Eliot, George. Middlemarch: An Authoritative Text, Backgrounds, Criticism. Ed. Bert G. Hornback 2nd ed. New York: Norton, 2000. Print.

Thursday, October 17, 2013

Contemporary Reviews of Middlemarch

Summary

If the contemporary reviews in our critical edition represent a typical reception, it appears that reviewers of Middlemarch were conflicted in their opinions. On one hand, they all praised Eliot’s depth of character, descriptive powers, and acute observation of human nature as unparalleled. “Never before have so keen and varied an observation, so deep insight into character and motives, so strong a grasp of conceptions, such power of picturesque description, worked together to represent through the agency of fiction an author’s moral and social views” (573). One the other, the reviewers thought the novel too didactic, for all its genius of insight and mastery of language. The Saturday Review went on wish that Eliot had told the story from the purer motive of storytelling, rather than seeking to teach a lesson. Eliot’s view of the world as too selfish and a society too hollow tended, the review says, to drain away the likeability of otherwise more or less normal characters, such as Celia. In the world of Middlemarch, if one is not as selfless as Dorothea, an obscure St. Theresa, than one is selfish. Saturday Review disagrees, noting there is a difference between selfishness and reasonable care of self. Other reviews quibble over the novel’s structure, notably Henry James lamenting, with some merit, that Dorothea’s character was wasted after the death of Mr. Causabon, and not give the centrality it deserved.
                Essentially all the reviewers loved Eliot’s genius in characterization as she paints them with such subtlety as to be truly lifelike. James proclaims the construction Dorothea a great achievement, and Saturday Review spends well-deserved space on Mr. Causabon. It speaks of him as exceedingly well-drawn: the physical and spiritual personification of dry, worthless scholarship, with his tomblike appearance and tomblike book.

Analysis

James wrote: “The figure of Will Ladislaw is a beautiful attempt, with many finely-completed points; but on the whole it seems to us a failure” (580). I was rather taken off guard to find this same sentiment arise time and again in these reviews, not because I disagree, but because I do agree, but had thought my opinion of no account. As the story progressed, I developed a vague uneasiness about Ladislaw because I could not see how he measured up to Dorothea as a friend or love interest, or even as an Eliot-worthy character generally. James calls him “vague and impalpable”, a figure who never overcomes early insubstantial dilettante ways (580). Like Saturday Review, I found Ladislaw charming, but failing the “test of duty” all other Middlemarchers were to pass. “He does what he likes, right or wrong, to the end of the story; he makes no sacrifices; even his devotion to Dorothea does not preserve him from an unworthy flirtation with his friend Lydgate’s wife.
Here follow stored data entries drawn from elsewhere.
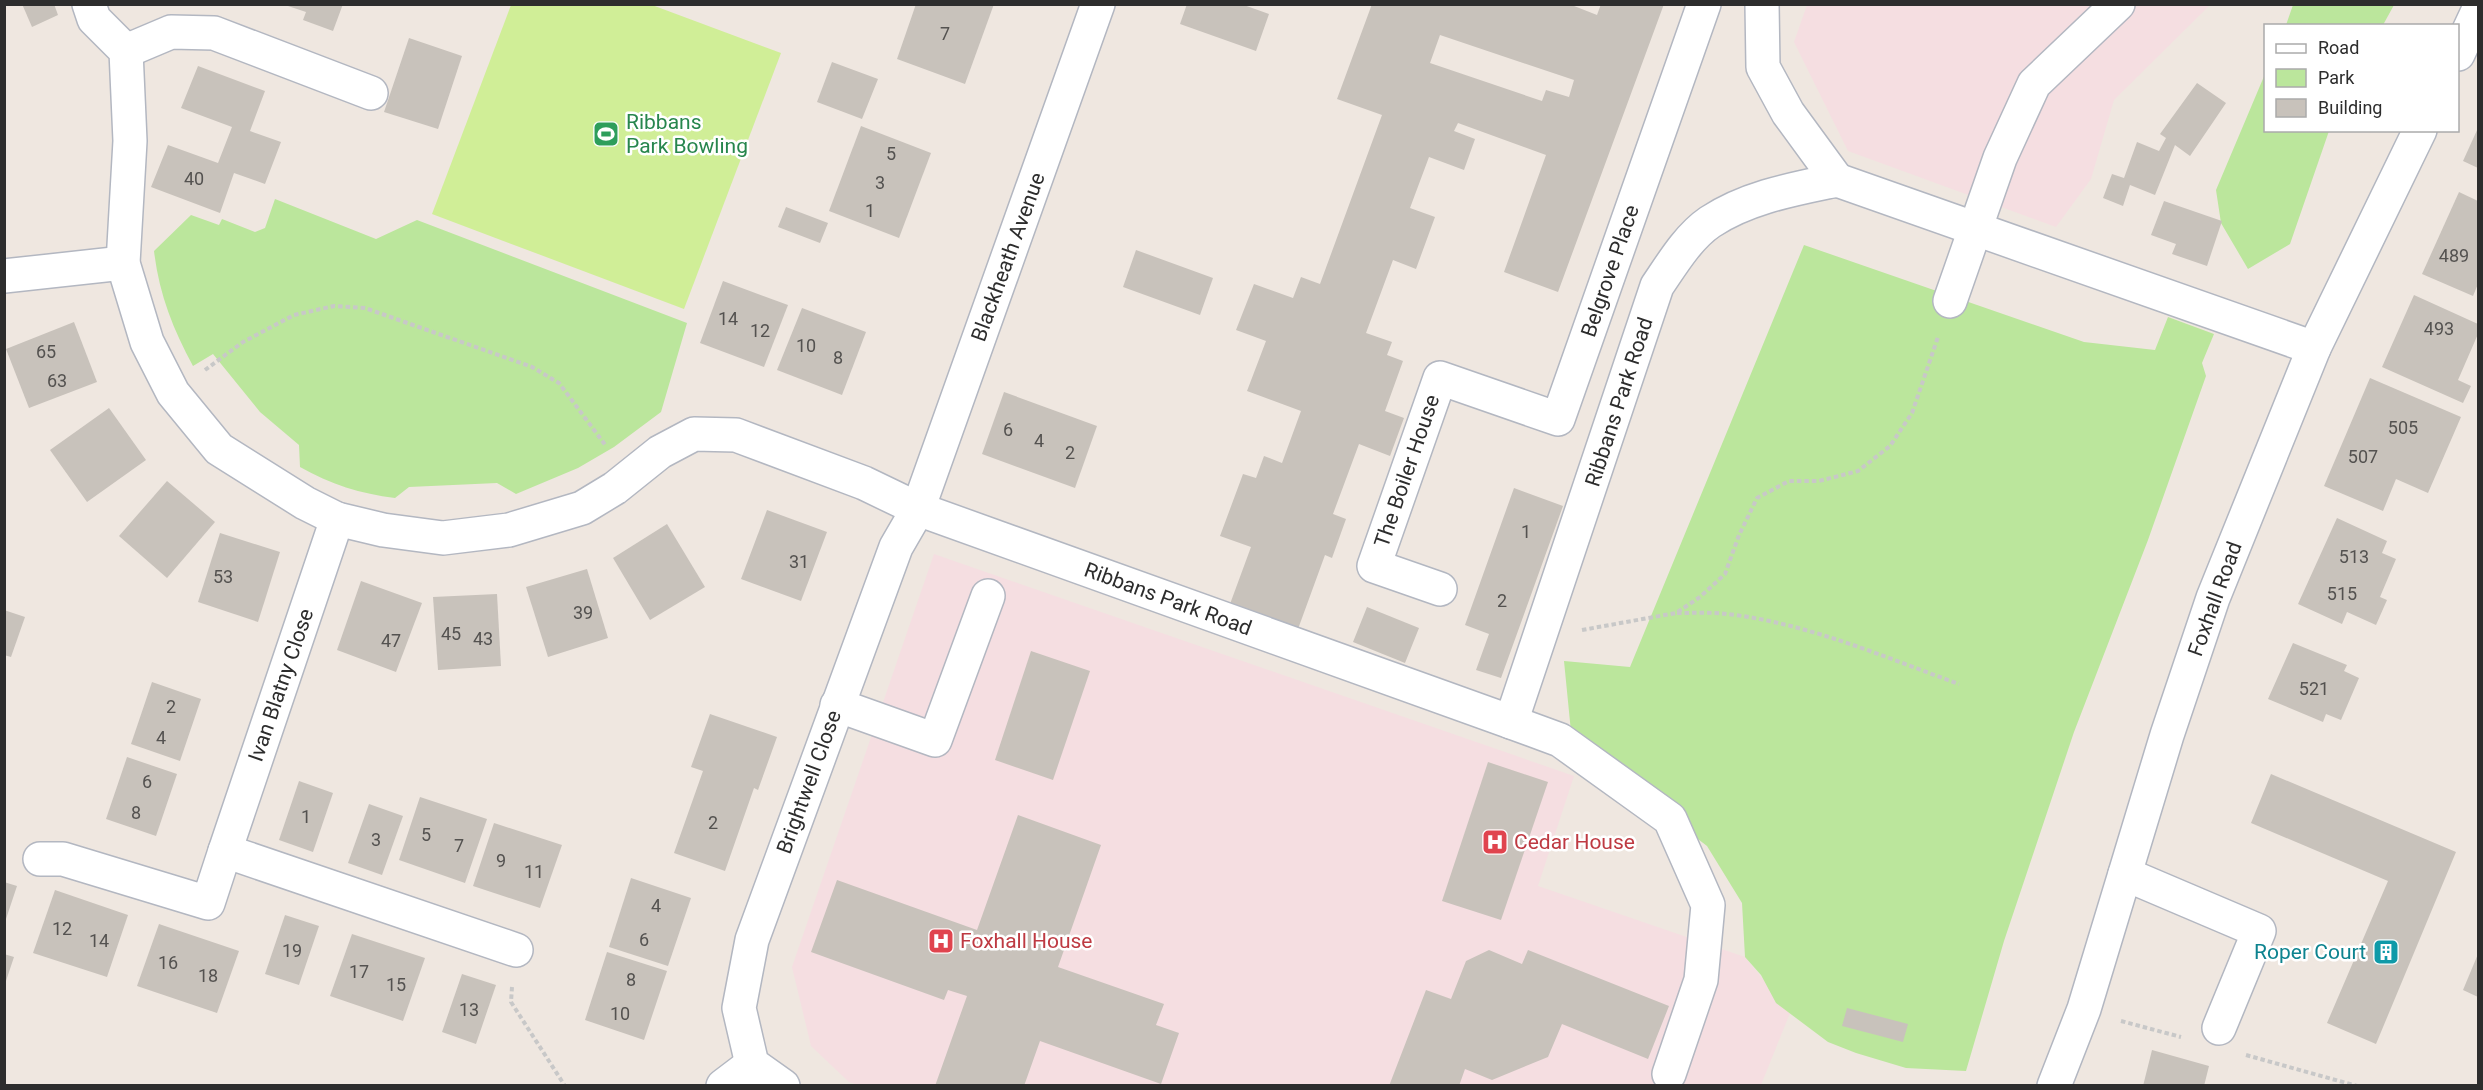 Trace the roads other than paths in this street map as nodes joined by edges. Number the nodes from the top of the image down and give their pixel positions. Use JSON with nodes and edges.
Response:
{"nodes":[{"id":1,"x":89,"y":4,"type":"edge"},
{"id":2,"x":1098,"y":4,"type":"edge"},
{"id":3,"x":1704,"y":4,"type":"edge"},
{"id":4,"x":1762,"y":4,"type":"edge"},
{"id":5,"x":2118,"y":4,"type":"edge"},
{"id":6,"x":2478,"y":11,"type":"edge"},
{"id":7,"x":2459,"y":50,"type":"edge"},
{"id":8,"x":126,"y":51,"type":"junction"},
{"id":9,"x":371,"y":93,"type":"dead end"},
{"id":10,"x":2419,"y":132,"type":"edge"},
{"id":11,"x":1837,"y":180,"type":"junction"},
{"id":12,"x":1975,"y":229,"type":"junction"},
{"id":13,"x":123,"y":263,"type":"junction"},
{"id":14,"x":4,"y":276,"type":"edge"},
{"id":15,"x":1950,"y":302,"type":"road end"},
{"id":16,"x":2314,"y":348,"type":"junction"},
{"id":17,"x":1440,"y":378,"type":"joint"},
{"id":18,"x":918,"y":509,"type":"junction"},
{"id":19,"x":337,"y":519,"type":"junction"},
{"id":20,"x":1440,"y":589,"type":"dead end"},
{"id":21,"x":988,"y":596,"type":"dead end"},
{"id":22,"x":837,"y":705,"type":"junction"},
{"id":23,"x":1511,"y":722,"type":"junction"},
{"id":24,"x":225,"y":851,"type":"junction"},
{"id":25,"x":40,"y":859,"type":"dead end"},
{"id":26,"x":2125,"y":873,"type":"junction"},
{"id":27,"x":516,"y":950,"type":"road end"},
{"id":28,"x":2219,"y":1028,"type":"dead end"},
{"id":29,"x":752,"y":1064,"type":"junction"},
{"id":30,"x":1669,"y":1074,"type":"dead end"},
{"id":31,"x":723,"y":1086,"type":"edge"},
{"id":32,"x":783,"y":1086,"type":"edge"},
{"id":33,"x":2054,"y":1086,"type":"edge"}],
"edges":[{"from":1,"to":8,"type":"street"},
{"from":2,"to":18,"type":"street","name":"Blackheath Avenue"},
{"from":3,"to":17,"type":"street","name":"Belgrove Place"},
{"from":4,"to":11,"type":"street"},
{"from":5,"to":12,"type":"street"},
{"from":6,"to":7,"type":"street"},
{"from":8,"to":9,"type":"street"},
{"from":8,"to":13,"type":"street","name":"Ribbans Park Road"},
{"from":10,"to":16,"type":"street","name":"Foxhall Road"},
{"from":11,"to":12,"type":"street"},
{"from":11,"to":23,"type":"street","name":"Ribbans Park Road"},
{"from":12,"to":15,"type":"street"},
{"from":12,"to":16,"type":"street"},
{"from":13,"to":14,"type":"street"},
{"from":13,"to":19,"type":"street","name":"Ribbans Park Road"},
{"from":16,"to":26,"type":"street","name":"Foxhall Road"},
{"from":17,"to":20,"type":"street","name":"The Boiler House"},
{"from":18,"to":19,"type":"street","name":"Ribbans Park Road"},
{"from":18,"to":22,"type":"street","name":"Brightwell Close"},
{"from":18,"to":23,"type":"street","name":"Ribbans Park Road"},
{"from":19,"to":24,"type":"street","name":"Ivan Blatny Close"},
{"from":21,"to":22,"type":"street"},
{"from":22,"to":29,"type":"street","name":"Brightwell Close"},
{"from":23,"to":30,"type":"street"},
{"from":24,"to":25,"type":"street","name":"Ivan Blatny Close"},
{"from":24,"to":27,"type":"street"},
{"from":26,"to":28,"type":"street"},
{"from":26,"to":33,"type":"street","name":"Foxhall Road"},
{"from":29,"to":31,"type":"street"},
{"from":29,"to":32,"type":"street"}]} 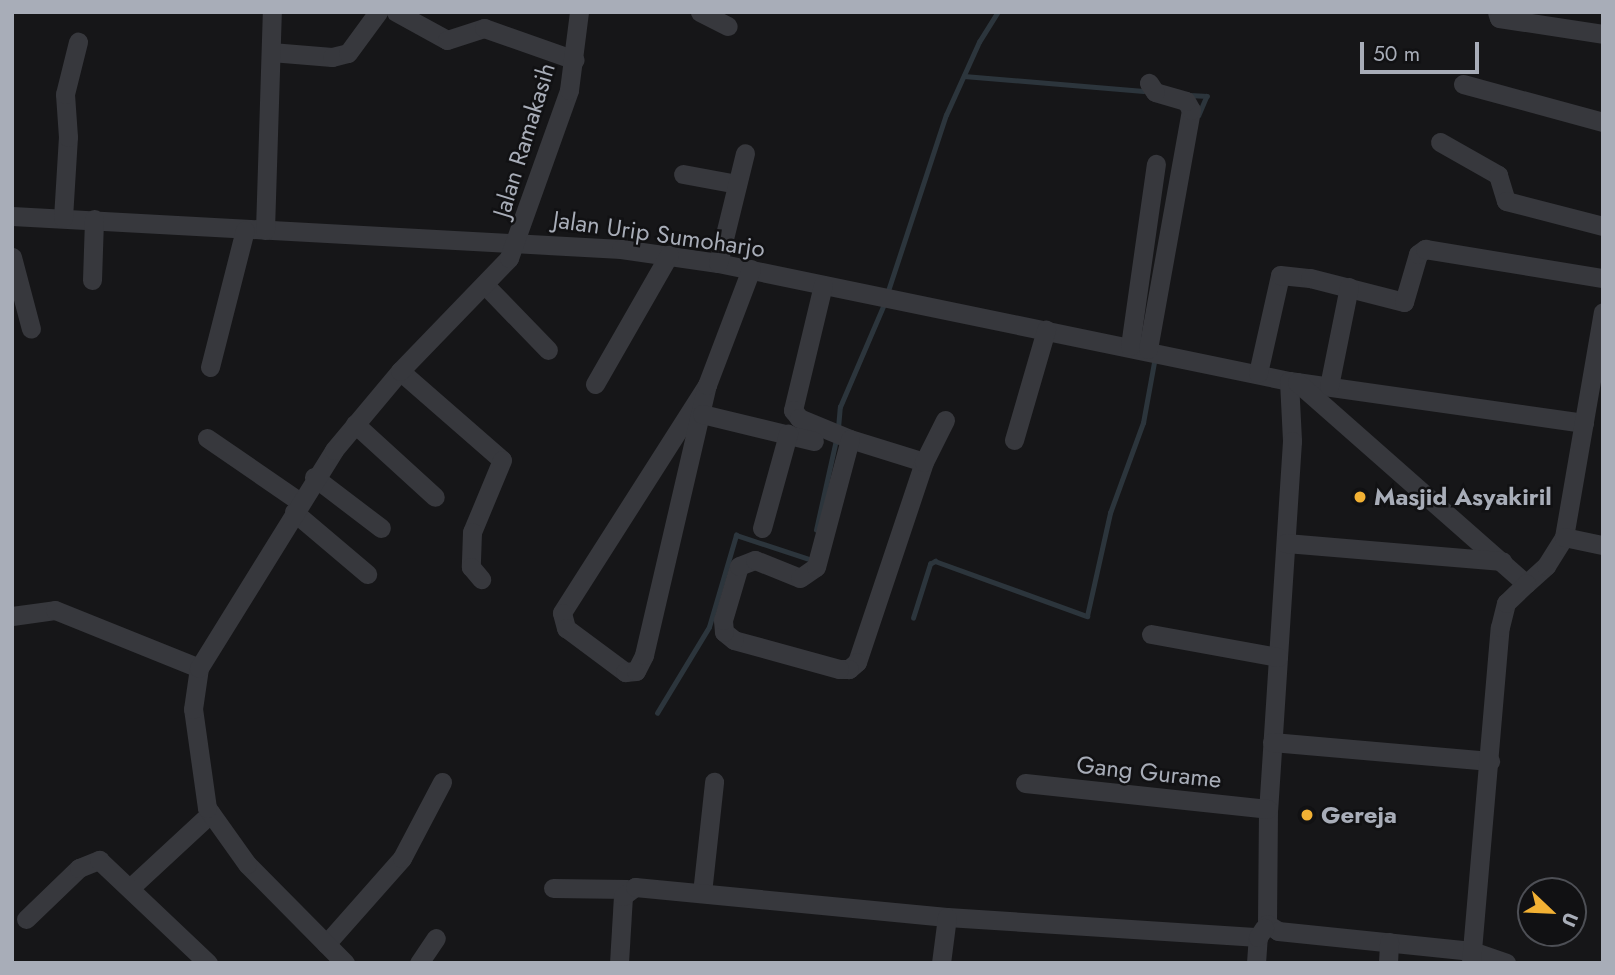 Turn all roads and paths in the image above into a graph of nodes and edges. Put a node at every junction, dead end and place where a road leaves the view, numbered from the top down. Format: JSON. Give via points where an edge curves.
{"nodes":[{"id":1,"x":272,"y":12,"type":"edge"},
{"id":2,"x":378,"y":12,"type":"edge"},
{"id":3,"x":396,"y":12,"type":"edge"},
{"id":4,"x":579,"y":12,"type":"edge"},
{"id":5,"x":700,"y":12,"type":"edge"},
{"id":6,"x":1497,"y":12,"type":"edge"},
{"id":7,"x":729,"y":26,"type":"dead end"},
{"id":8,"x":1603,"y":34,"type":"edge"},
{"id":9,"x":78,"y":42,"type":"dead end"},
{"id":10,"x":271,"y":52,"type":"junction"},
{"id":11,"x":575,"y":60,"type":"junction"},
{"id":12,"x":1149,"y":83,"type":"dead end"},
{"id":13,"x":1463,"y":84,"type":"dead end"},
{"id":14,"x":1603,"y":122,"type":"edge"},
{"id":15,"x":1440,"y":142,"type":"dead end"},
{"id":16,"x":745,"y":153,"type":"dead end"},
{"id":17,"x":1156,"y":164,"type":"dead end"},
{"id":18,"x":683,"y":174,"type":"dead end"},
{"id":19,"x":737,"y":184,"type":"junction"},
{"id":20,"x":12,"y":216,"type":"edge"},
{"id":21,"x":63,"y":218,"type":"junction"},
{"id":22,"x":94,"y":219,"type":"junction"},
{"id":23,"x":1603,"y":226,"type":"edge"},
{"id":24,"x":245,"y":230,"type":"junction"},
{"id":25,"x":265,"y":230,"type":"junction"},
{"id":26,"x":518,"y":241,"type":"junction"},
{"id":27,"x":669,"y":255,"type":"junction"},
{"id":28,"x":12,"y":257,"type":"edge"},
{"id":29,"x":718,"y":263,"type":"junction"},
{"id":30,"x":751,"y":270,"type":"junction"},
{"id":31,"x":1603,"y":278,"type":"edge"},
{"id":32,"x":92,"y":279,"type":"dead end"},
{"id":33,"x":823,"y":285,"type":"junction"},
{"id":34,"x":486,"y":286,"type":"junction"},
{"id":35,"x":1349,"y":287,"type":"junction"},
{"id":36,"x":1603,"y":312,"type":"edge"},
{"id":37,"x":32,"y":329,"type":"dead end"},
{"id":38,"x":1046,"y":330,"type":"junction"},
{"id":39,"x":548,"y":350,"type":"dead end"},
{"id":40,"x":1149,"y":350,"type":"junction"},
{"id":41,"x":210,"y":367,"type":"dead end"},
{"id":42,"x":400,"y":371,"type":"junction"},
{"id":43,"x":1258,"y":373,"type":"junction"},
{"id":44,"x":1293,"y":382,"type":"junction"},
{"id":45,"x":595,"y":384,"type":"dead end"},
{"id":46,"x":707,"y":385,"type":"junction"},
{"id":47,"x":1329,"y":386,"type":"junction"},
{"id":48,"x":702,"y":414,"type":"junction"},
{"id":49,"x":945,"y":420,"type":"dead end"},
{"id":50,"x":1584,"y":423,"type":"junction"},
{"id":51,"x":355,"y":424,"type":"junction"},
{"id":52,"x":788,"y":434,"type":"junction"},
{"id":53,"x":832,"y":436,"type":"junction"},
{"id":54,"x":207,"y":438,"type":"dead end"},
{"id":55,"x":1014,"y":440,"type":"dead end"},
{"id":56,"x":924,"y":461,"type":"junction"},
{"id":57,"x":314,"y":477,"type":"junction"},
{"id":58,"x":435,"y":497,"type":"dead end"},
{"id":59,"x":297,"y":507,"type":"junction"},
{"id":60,"x":380,"y":528,"type":"dead end"},
{"id":61,"x":762,"y":528,"type":"dead end"},
{"id":62,"x":1564,"y":537,"type":"junction"},
{"id":63,"x":1286,"y":543,"type":"junction"},
{"id":64,"x":1603,"y":545,"type":"edge"},
{"id":65,"x":1502,"y":561,"type":"junction"},
{"id":66,"x":367,"y":574,"type":"dead end"},
{"id":67,"x":481,"y":579,"type":"dead end"},
{"id":68,"x":1526,"y":584,"type":"junction"},
{"id":69,"x":12,"y":616,"type":"edge"},
{"id":70,"x":1151,"y":634,"type":"dead end"},
{"id":71,"x":1278,"y":657,"type":"junction"},
{"id":72,"x":199,"y":668,"type":"junction"},
{"id":73,"x":1272,"y":742,"type":"junction"},
{"id":74,"x":1490,"y":761,"type":"junction"},
{"id":75,"x":442,"y":782,"type":"dead end"},
{"id":76,"x":714,"y":782,"type":"dead end"},
{"id":77,"x":1025,"y":783,"type":"dead end"},
{"id":78,"x":207,"y":804,"type":"junction"},
{"id":79,"x":1268,"y":809,"type":"junction"},
{"id":80,"x":130,"y":888,"type":"junction"},
{"id":81,"x":553,"y":888,"type":"dead end"},
{"id":82,"x":627,"y":889,"type":"junction"},
{"id":83,"x":702,"y":893,"type":"junction"},
{"id":84,"x":947,"y":917,"type":"junction"},
{"id":85,"x":26,"y":919,"type":"dead end"},
{"id":86,"x":1262,"y":930,"type":"junction"},
{"id":87,"x":436,"y":938,"type":"dead end"},
{"id":88,"x":1390,"y":943,"type":"junction"},
{"id":89,"x":326,"y":944,"type":"junction"},
{"id":90,"x":1471,"y":957,"type":"edge"},
{"id":91,"x":208,"y":963,"type":"edge"},
{"id":92,"x":345,"y":963,"type":"edge"},
{"id":93,"x":419,"y":963,"type":"edge"},
{"id":94,"x":619,"y":963,"type":"edge"},
{"id":95,"x":941,"y":963,"type":"edge"},
{"id":96,"x":1256,"y":963,"type":"edge"},
{"id":97,"x":1388,"y":963,"type":"edge"},
{"id":98,"x":1506,"y":963,"type":"edge"}],
"edges":[{"from":1,"to":10,"type":"street"},
{"from":2,"to":10,"type":"street","via":[[348,53],[332,57]]},
{"from":3,"to":11,"type":"street","via":[[447,40],[484,28]]},
{"from":4,"to":11,"type":"street","name":"Jalan Ramakasih"},
{"from":5,"to":7,"type":"street"},
{"from":6,"to":8,"type":"street","via":[[1499,18]]},
{"from":9,"to":21,"type":"street","via":[[65,94],[68,137]]},
{"from":10,"to":25,"type":"street"},
{"from":11,"to":26,"type":"street","name":"Jalan Ramakasih"},
{"from":12,"to":40,"type":"street","via":[[1155,92],[1186,101],[1191,110]]},
{"from":13,"to":14,"type":"street"},
{"from":15,"to":23,"type":"street","via":[[1499,175],[1506,201]]},
{"from":16,"to":19,"type":"street"},
{"from":17,"to":40,"type":"street"},
{"from":18,"to":19,"type":"street"},
{"from":19,"to":29,"type":"street"},
{"from":20,"to":21,"type":"street","name":"Jalan Urip Sumoharjo"},
{"from":21,"to":22,"type":"street","name":"Jalan Urip Sumoharjo"},
{"from":22,"to":24,"type":"street","name":"Jalan Urip Sumoharjo"},
{"from":22,"to":32,"type":"street"},
{"from":24,"to":25,"type":"street","name":"Jalan Urip Sumoharjo"},
{"from":24,"to":41,"type":"street"},
{"from":25,"to":26,"type":"street","name":"Jalan Urip Sumoharjo"},
{"from":26,"to":27,"type":"street","name":"Jalan Urip Sumoharjo"},
{"from":26,"to":34,"type":"street","name":"Jalan Ramakasih"},
{"from":27,"to":29,"type":"street","name":"Jalan Urip Sumoharjo"},
{"from":27,"to":45,"type":"street"},
{"from":28,"to":37,"type":"street"},
{"from":29,"to":30,"type":"street","name":"Jalan Urip Sumoharjo"},
{"from":30,"to":33,"type":"street","name":"Jalan Urip Sumoharjo"},
{"from":30,"to":46,"type":"street"},
{"from":31,"to":35,"type":"street","via":[[1425,249],[1418,254],[1405,301]]},
{"from":33,"to":38,"type":"street","name":"Jalan Urip Sumoharjo"},
{"from":33,"to":53,"type":"street","via":[[793,404],[799,418]]},
{"from":34,"to":39,"type":"street"},
{"from":34,"to":42,"type":"street","name":"Jalan Ramakasih"},
{"from":35,"to":43,"type":"street","via":[[1300,276],[1278,277]]},
{"from":35,"to":47,"type":"street"},
{"from":36,"to":50,"type":"street"},
{"from":38,"to":40,"type":"street","name":"Jalan Urip Sumoharjo"},
{"from":38,"to":55,"type":"street"},
{"from":40,"to":43,"type":"street","name":"Jalan Urip Sumoharjo"},
{"from":42,"to":51,"type":"street","name":"Jalan Ramakasih"},
{"from":42,"to":67,"type":"street","via":[[501,458],[501,468],[472,532],[471,567]]},
{"from":43,"to":44,"type":"street","name":"Jalan Urip Sumoharjo"},
{"from":44,"to":47,"type":"street","name":"Jalan Urip Sumoharjo"},
{"from":44,"to":63,"type":"street"},
{"from":44,"to":65,"type":"street"},
{"from":46,"to":48,"type":"street"},
{"from":46,"to":48,"type":"street","via":[[562,613],[566,628],[625,672],[636,671],[643,655]]},
{"from":47,"to":50,"type":"street","name":"Jalan Urip Sumoharjo"},
{"from":48,"to":52,"type":"street"},
{"from":49,"to":56,"type":"street"},
{"from":50,"to":62,"type":"street"},
{"from":51,"to":57,"type":"street","name":"Jalan Ramakasih"},
{"from":51,"to":58,"type":"street"},
{"from":52,"to":53,"type":"street"},
{"from":52,"to":61,"type":"street"},
{"from":53,"to":56,"type":"street"},
{"from":53,"to":56,"type":"street","via":[[816,567],[800,578],[755,560],[739,566],[723,620],[724,632],[734,640],[839,669],[852,668]]},
{"from":54,"to":59,"type":"street"},
{"from":57,"to":59,"type":"street","name":"Jalan Ramakasih"},
{"from":57,"to":60,"type":"street"},
{"from":59,"to":66,"type":"street"},
{"from":59,"to":72,"type":"street","name":"Jalan Ramakasih"},
{"from":62,"to":64,"type":"street"},
{"from":62,"to":68,"type":"street","via":[[1546,566]]},
{"from":63,"to":65,"type":"street"},
{"from":63,"to":71,"type":"street"},
{"from":65,"to":68,"type":"street"},
{"from":68,"to":74,"type":"street","via":[[1506,603],[1500,627]]},
{"from":69,"to":72,"type":"street","via":[[55,610]]},
{"from":70,"to":71,"type":"street"},
{"from":71,"to":73,"type":"street"},
{"from":72,"to":78,"type":"street","via":[[193,709]]},
{"from":73,"to":74,"type":"street"},
{"from":73,"to":79,"type":"street"},
{"from":74,"to":90,"type":"street"},
{"from":75,"to":89,"type":"street","via":[[402,858]]},
{"from":76,"to":83,"type":"street"},
{"from":77,"to":79,"type":"street","name":"Gang Gurame"},
{"from":78,"to":80,"type":"street"},
{"from":78,"to":89,"type":"street","via":[[247,864]]},
{"from":79,"to":86,"type":"street"},
{"from":80,"to":85,"type":"street","via":[[103,863],[90,861]]},
{"from":80,"to":91,"type":"street"},
{"from":81,"to":82,"type":"street"},
{"from":82,"to":83,"type":"street"},
{"from":82,"to":94,"type":"street"},
{"from":83,"to":84,"type":"street"},
{"from":84,"to":86,"type":"street"},
{"from":84,"to":95,"type":"street"},
{"from":86,"to":88,"type":"street"},
{"from":86,"to":96,"type":"street"},
{"from":87,"to":93,"type":"street"},
{"from":88,"to":90,"type":"street"},
{"from":88,"to":97,"type":"street"},
{"from":89,"to":92,"type":"street"},
{"from":90,"to":98,"type":"street"}]}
He is happy by luck, not desert” (575). Leslie Stephen was less kind: “But [marrying Ladislaw] seems to imply that a Theresa of our days has to be content with suckling fools and chronicling small beer” (584). As Dorothea’s love for Ladislaw became clearer, I could only say to myself, “Why?” My feeling was not as sharp as the reviewers—just a vague dislike for the character and his role—but they crystallized my undefined feelings exactly.



Works Cited


Eliot, George. Middlemarch: An Authoritative Text, Backgrounds, Criticism. Ed. Bert G. Hornback 2nd ed. New York: Norton, 2000. Print.